Les « Bibliothèques virtuelles humanistes » au Centre de la Renaissance de Tours
À l’heure où l’on parle d’immenses bibliothèques numériques, l’offre des Bibliothèques virtuelles humanistes de Tours apparaît bien modeste : pourtant, les ouvrages numérisés mis en ligne en avril 2007 représentent un bon exemple de recherche appliquée.
Abraham Bosse
Abraham Bosse Des ordres de colonnes en architecture et plusieurs autres dépendances d’icelle. Paris, 1664

Les deux cent douze documents mis en ligne font partie d’un programme mené par le Centre d’études supérieures de la Renaissance de l’université François- Rabelais de Tours (CESR) en collaboration avec l’Institut de recherche et d’histoire des textes (IRHT-CNRS). Depuis l’intégration récente du CESR au réseau des pôles associés de la BnF, le catalogue des Bibliothèques virtuelles humanistes (BVH) est accessible à partir de Gallica (décembre 2006),
grâce à un protocole OAI(1) commun. Cette collaboration a permis d’acquérir une expérience précieuse dans le domaine de l’interopérabilité des données.
Né en 2002, ce programme entend constituer une bibliothèque de documents de la Renaissance de la Région Centre, numérisés en mode image (jusqu’à 2 000 ouvrages) et un corpus de documents en mode texte (entre 200 et 500) rédigés ou édités pendant la période 1470-1620.
Ils concernent des imprimés et des manuscrits d’archives départementales et municipales de bibliothèques ou de fonds privés. La focalisation sur la Renaissance peut paraître étroite, mais elle est fondée sur la compétence d’un centre reconnu depuis 1956, qui a su associer philologie, étude des sources et interprétation de la première modernité. La section de l’humanisme de l’IRHT, de son côté, étudie les processus de transmission des savoirs de l’Antiquité à la Renaissance.
Le projet émane donc de chercheurs qui n’ont pas tous exactement la même demande : historiens, historiens de l’art, des littératures et des langues européennes, historiens des sciences, du droit, philosophes et philologues.

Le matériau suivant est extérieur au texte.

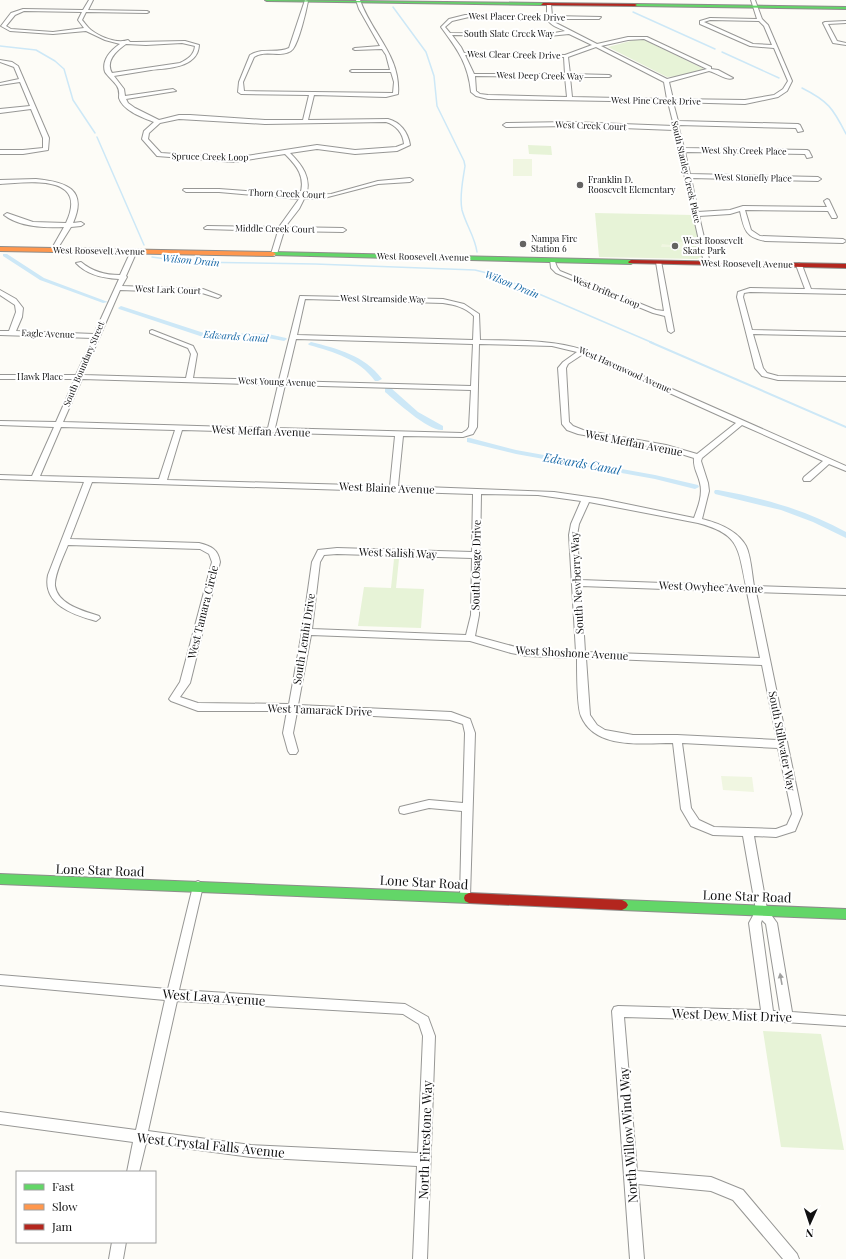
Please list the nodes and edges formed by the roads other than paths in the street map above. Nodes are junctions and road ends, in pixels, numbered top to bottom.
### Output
1 (91, 0) edge
2 (97, 0) edge
3 (267, 0) edge
4 (306, 1) edge
5 (358, 1) edge
6 (432, 1) edge
7 (494, 2) edge
8 (512, 2) edge
9 (549, 4) junction
10 (754, 4) edge
11 (846, 8) edge
12 (84, 11) junction
13 (90, 11) junction
14 (147, 12) dead end
15 (550, 17) junction
16 (599, 18) dead end
17 (760, 20) junction
18 (83, 22) junction
19 (846, 22) edge
20 (87, 29) junction
21 (447, 32) junction
22 (570, 32) junction
23 (131, 39) dead end
24 (124, 42) junction
25 (846, 44) edge
26 (596, 46) junction
27 (383, 47) junction
28 (776, 47) junction
29 (355, 49) dead end
30 (462, 54) junction
31 (566, 56) junction
32 (0, 61) edge
33 (709, 70) junction
34 (352, 71) dead end
35 (394, 72) junction
36 (110, 75) junction
37 (472, 75) junction
38 (609, 76) dead end
39 (568, 77) junction
40 (731, 78) dead end
41 (22, 80) junction
42 (666, 81) junction
43 (0, 84) edge
44 (173, 91) dead end
45 (312, 94) junction
46 (478, 96) joint
47 (122, 98) junction
48 (766, 98) junction
49 (570, 99) junction
50 (670, 101) junction
51 (774, 101) dead end
52 (33, 106) junction
53 (0, 111) edge
54 (305, 121) junction
55 (158, 122) junction
56 (506, 125) dead end
57 (675, 126) junction
58 (798, 126) dead end
59 (680, 150) junction
60 (0, 152) edge
61 (807, 152) dead end
62 (287, 153) junction
63 (687, 176) junction
64 (410, 180) dead end
65 (818, 180) dead end
66 (0, 182) edge
67 (186, 190) dead end
68 (302, 197) junction
69 (827, 201) dead end
70 (742, 209) junction
71 (831, 209) junction
72 (696, 214) junction
73 (7, 215) dead end
74 (834, 217) dead end
75 (81, 224) dead end
76 (68, 226) junction
77 (207, 228) dead end
78 (282, 229) junction
79 (343, 230) dead end
80 (840, 234) dead end
81 (843, 241) junction
82 (846, 248) edge
83 (0, 249) edge
84 (54, 250) junction
85 (134, 251) junction
86 (274, 254) junction
87 (552, 260) junction
88 (659, 262) junction
89 (79, 263) dead end
90 (707, 263) junction
91 (800, 265) junction
92 (846, 266) edge
93 (124, 277) junction
94 (118, 288) junction
95 (0, 292) edge
96 (809, 292) junction
97 (846, 292) edge
98 (218, 296) dead end
99 (668, 314) junction
100 (671, 331) dead end
101 (12, 332) junction
102 (152, 332) dead end
103 (750, 332) junction
104 (0, 333) edge
105 (846, 334) edge
106 (96, 336) junction
107 (293, 337) junction
108 (476, 342) junction
109 (582, 351) junction
110 (0, 377) edge
111 (79, 377) junction
112 (189, 379) junction
113 (846, 380) edge
114 (282, 382) junction
115 (475, 388) junction
116 (742, 422) junction
117 (0, 423) edge
118 (58, 425) junction
119 (179, 428) junction
120 (271, 431) junction
121 (399, 434) junction
122 (698, 457) junction
123 (828, 461) junction
124 (846, 469) edge
125 (0, 477) edge
126 (35, 478) junction
127 (807, 479) dead end
128 (89, 480) junction
129 (162, 482) junction
130 (394, 489) junction
131 (477, 491) junction
132 (586, 499) junction
133 (697, 522) junction
134 (734, 536) joint
135 (65, 542) junction
136 (321, 552) joint
137 (476, 556) junction
138 (576, 583) junction
139 (751, 588) junction
140 (846, 592) edge
141 (96, 618) dead end
142 (306, 632) junction
143 (470, 638) junction
144 (581, 655) junction
145 (766, 662) junction
146 (174, 699) joint
147 (293, 708) junction
148 (677, 740) junction
149 (782, 744) junction
150 (293, 751) dead end
151 (467, 808) junction
152 (404, 810) dead end
153 (748, 832) junction
154 (0, 879) edge
155 (198, 886) junction
156 (464, 897) junction
157 (762, 910) junction
158 (846, 914) edge
159 (0, 980) edge
160 (172, 995) junction
161 (618, 1011) joint
162 (768, 1016) junction
163 (788, 1017) junction
164 (846, 1021) edge
165 (424, 1022) joint
166 (0, 1118) edge
167 (140, 1138) junction
168 (424, 1160) junction
169 (133, 1171) edge
170 (631, 1177) junction
171 (119, 1243) edge
172 (116, 1259) edge
173 (420, 1259) edge
174 (637, 1259) edge
175 (792, 1259) edge

1 - 12 street
2 - 13 street
3 - 4 main road
4 - 5 main road
4 - 45 street
5 - 6 main road
5 - 27 street
6 - 7 main road
7 - 8 main road
8 - 9 main road
9 - 10 main road
9 - 15 street
10 - 11 main road
10 - 17 street, West Pine Creek Drive
12 - 13 street
12 - 18 street
12 - 20 street
13 - 14 street
13 - 18 street
15 - 16 street, West Placer Creek Drive
15 - 21 street, West Placer Creek Drive
15 - 22 street
17 - 28 street, West Pine Creek Drive
17 - 28 street
18 - 20 street
19 - 25 street
20 - 24 street
21 - 22 street, South Slate Creek Way
21 - 30 street, South Slate Creek Way
22 - 26 street
23 - 24 street
24 - 36 street
24 - 36 street
26 - 31 street
26 - 33 street
26 - 42 street
27 - 29 street
27 - 35 street
28 - 48 street, West Pine Creek Drive
30 - 31 street, West Clear Creek Drive
30 - 37 street, South Slate Creek Way
31 - 39 street
32 - 41 street
33 - 40 street
33 - 42 street
34 - 35 street
35 - 45 street
36 - 47 street
37 - 39 street, West Deep Creek Way
37 - 46 street, South Slate Creek Way
38 - 39 street, West Deep Creek Way
39 - 49 street
41 - 43 street
41 - 52 street
42 - 50 street, South Stanley Creek Place
44 - 47 street
45 - 54 street
46 - 49 street, West Pine Creek Drive
47 - 55 street
48 - 50 street, West Pine Creek Drive
48 - 51 street
49 - 50 street, West Pine Creek Drive
50 - 57 street, South Stanley Creek Place
52 - 53 street
52 - 60 street
54 - 55 street, Spruce Creek Loop
54 - 62 street, Spruce Creek Loop
55 - 62 street, Spruce Creek Loop
56 - 57 street, West Creek Court
57 - 58 street, West Creek Court
57 - 59 street, South Stanley Creek Place
59 - 61 street, West Shy Creek Place
59 - 63 street, South Stanley Creek Place
62 - 68 street
63 - 65 street, West Stonefly Place
63 - 72 street, South Stanley Creek Place
64 - 68 street, Thorn Creek Court
66 - 76 street
67 - 68 street, Thorn Creek Court
68 - 78 street
69 - 71 street
70 - 71 street
70 - 72 street
70 - 81 street
71 - 74 street
72 - 90 street, South Stanley Creek Place
73 - 76 street
75 - 76 street
76 - 84 street
77 - 78 street, Middle Creek Court
78 - 79 street, Middle Creek Court
78 - 86 street
80 - 81 street
81 - 82 street
83 - 84 main road, West Roosevelt Avenue
84 - 85 main road, West Roosevelt Avenue
85 - 86 main road, West Roosevelt Avenue
85 - 93 street, South Boundary Street
86 - 87 main road, West Roosevelt Avenue
87 - 88 main road, West Roosevelt Avenue
87 - 99 street, West Drifter Loop
88 - 90 main road, West Roosevelt Avenue
88 - 99 street
89 - 93 street
90 - 91 main road, West Roosevelt Avenue
91 - 92 main road, West Roosevelt Avenue
91 - 96 street
93 - 94 street, South Boundary Street
94 - 98 street, West Lark Court
94 - 106 street, South Boundary Street
95 - 101 street
96 - 97 street
96 - 103 street
99 - 100 street
101 - 104 street, Eagle Avenue
101 - 106 street, Eagle Avenue
102 - 112 street
103 - 105 street
103 - 113 street
106 - 111 street, South Boundary Street
107 - 108 street, West Havenwood Avenue
107 - 108 street, West Streamside Way
107 - 114 street
108 - 109 street, West Havenwood Avenue
108 - 115 street
109 - 116 street, West Havenwood Avenue
109 - 122 street, West Meffan Avenue
110 - 111 street, Hawk Place
111 - 112 street, West Young Avenue
111 - 118 street, South Boundary Street
112 - 114 street, West Young Avenue
114 - 115 street, West Young Avenue
114 - 120 street
115 - 121 street, West Meffan Avenue
116 - 122 street
116 - 123 street, West Havenwood Avenue
117 - 118 street, West Meffan Avenue
118 - 119 street, West Meffan Avenue
118 - 126 street, South Boundary Street
119 - 120 street, West Meffan Avenue
119 - 129 street
120 - 121 street, West Meffan Avenue
121 - 130 street
122 - 133 street
123 - 124 street, West Havenwood Avenue
123 - 127 street
125 - 126 street, West Blaine Avenue
126 - 128 street, West Blaine Avenue
128 - 129 street, West Blaine Avenue
128 - 135 street
129 - 130 street, West Blaine Avenue
130 - 131 street, West Blaine Avenue
131 - 132 street, West Blaine Avenue
131 - 137 street, South Osage Drive
132 - 133 street, West Blaine Avenue
132 - 138 street, South Newberry Way
133 - 134 street, West Blaine Avenue
134 - 139 street, South Stillwater Way
135 - 141 street
135 - 146 street, West Tamara Circle
136 - 137 street, West Salish Way
136 - 142 street, South Lemhi Drive
137 - 143 street, South Osage Drive
138 - 139 street, West Owyhee Avenue
138 - 144 street, South Newberry Way
139 - 140 street, West Owyhee Avenue
139 - 145 street, South Stillwater Way
142 - 143 street, West Shoshone Avenue
142 - 147 street, South Lemhi Drive
143 - 144 street, West Shoshone Avenue
144 - 145 street, West Shoshone Avenue
144 - 148 street, South Newberry Way
145 - 149 street, South Stillwater Way
146 - 147 street, West Tamarack Drive
147 - 150 street, South Lemhi Drive
147 - 151 street, West Tamarack Drive
148 - 149 street, South Newberry Way
148 - 153 street
149 - 153 street, South Stillwater Way
151 - 152 street
151 - 156 street
153 - 157 street
154 - 155 main road, Lone Star Road
155 - 156 main road, Lone Star Road
155 - 160 street
156 - 157 main road, Lone Star Road
157 - 158 main road, Lone Star Road
157 - 162 street
163 -> 157 street
159 - 160 street, West Lava Avenue
160 - 165 street, West Lava Avenue
160 - 167 street
161 - 162 street, West Dew Mist Drive
161 - 170 street, North Willow Wind Way
162 - 163 street, West Dew Mist Drive
163 - 164 street, West Dew Mist Drive
165 - 168 street, North Firestone Way
166 - 167 street, West Crystal Falls Avenue
167 - 168 street, West Crystal Falls Avenue
167 - 169 street
168 - 173 street, North Firestone Way
170 - 174 street, North Willow Wind Way
170 - 175 street
171 - 172 street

Certains acceptent un texte modernisé, voire traduit, d’autres veulent un encodage très fin : tous espèrent pouvoir interroger de larges bases de données, de préférence librement et en ligne et avec récupération conviviale des résultats. Mais, quelques années d’expérience ont permis d’identifier d’autres types d’usagers : un public d’amateurs éclairés, beaucoup de scolaires et d’étudiants du monde entier, des éditeurs et d’innombrables créateurs de sites désirant profiter d’une documentation de qualité.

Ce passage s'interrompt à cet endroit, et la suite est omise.